In art, one circle leads to another, and for Beth Dary, it's all about bubbles. If that sounds odd, she shares the gallery with Christy Speakman, whose quest led her to the even more unlikely realm of oil slicks. They met as participants in the Lower Manhattan Cultural Council's Gulf Coast Residency program for artists displaced by the storm. Dary says her work expresses her sense of life's fragility, while Speakman was inspired to photograph the oil slicks that appear on New York streets after a rain because of their spooky resemblance to the shapes of hurricanes in satellite photographs. Both convey a shared sense of an ephemeral environment that is constantly in flux. They have described their work as a response to the "experience of physical and emotional loss in Hurricane Katrina," as well as of having been inspired by "the landscapes that have nourished us."
Speakman's 2-foot-wide color photographs from traditional negatives live up to their billing as miniature hurricanes shimmering eerily as oily iridescence on asphalt. Here the circle takes the form of the hurricane's characteristic snub-nose pinwheel, a mythic vision of nature's wrath in motion, but as photographs they are iconic and come across almost like tiny tropical storms trapped as fossils in black marble. Perhaps if we visualize hurricanes as harmless fossils it will someday happen. (Don't hold your breath.)

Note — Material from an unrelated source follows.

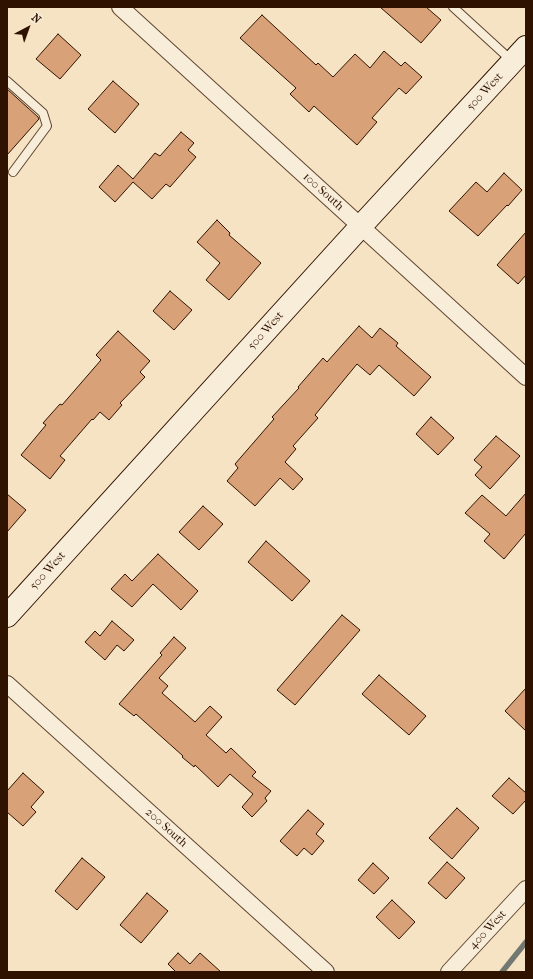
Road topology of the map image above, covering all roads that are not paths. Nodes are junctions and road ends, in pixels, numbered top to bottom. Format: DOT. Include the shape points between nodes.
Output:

Dary's circles appear as bubbles and clusters of bubbles, and as drawings they are obsessive exercises in delicacy on translucent paper. Surface Tensions I, a white-on-white egg tempera and wax concoction, looks frothy if not foamy, like an exploration of surfaces so ephemeral that they are barely there at all. But her sculptures mounted on the walls, or floating suspended in midair, are more dualistic. In fact, they are crafted like pin cushions containing hundreds of round-head pins, and if that's not enough to burst your bubble, it is at least an exercise in pointed irony. The use of pins with ornamental heads of pearly white or somber black creates a variety of effects that probably go beyond her initial epiphany -- the moment she noticed New York street vendors blowing bubbles to advertise their wares, and saw it as a metaphor for her own flight from a flood-ravaged region. Also on view is Dary and Speakman's collaborative video, which is intriguing but hard to decipher in the bright daylight of the gallery. While their individual works are often interesting and well crafted, this is one of those shows that works especially well as an installation, an obsessive exploration of circles in their seemingly endless variations.
Things take a linear turn at Cole Pratt where Carlos Zervigon's bamboo-like glass sculptures are on view. A peripatetic wanderer of the levees that surround Riverbend on two sides, Zervigon is inspired by nature's resilience as seen in the tall canes and rush willows that line the batture, the sandy banks of the Mississippi, as well as the bamboo that so often festoons the lush gardens of the neighborhood. But, of course, if you cut a length of bamboo crosswise, it's a circle. Cut a notch and it becomes a flute. Concerned primarily with visual harmonies, Zervigon mixes botanical and industrial nomenclature, so the interlocking amber and dark umber forms of Kelp are not so very different from the metallic and royal blue iridescence of Conduit. Here he employs simple forms to highlight the sensual allure of glass that has been liberated from its ordinary workaday routine and elevated to a realm of pure aesthetics.
- Beth Dary's circular sculptures constructed like oversized pin-cushions are often as pointedly ironic as they are bubbly.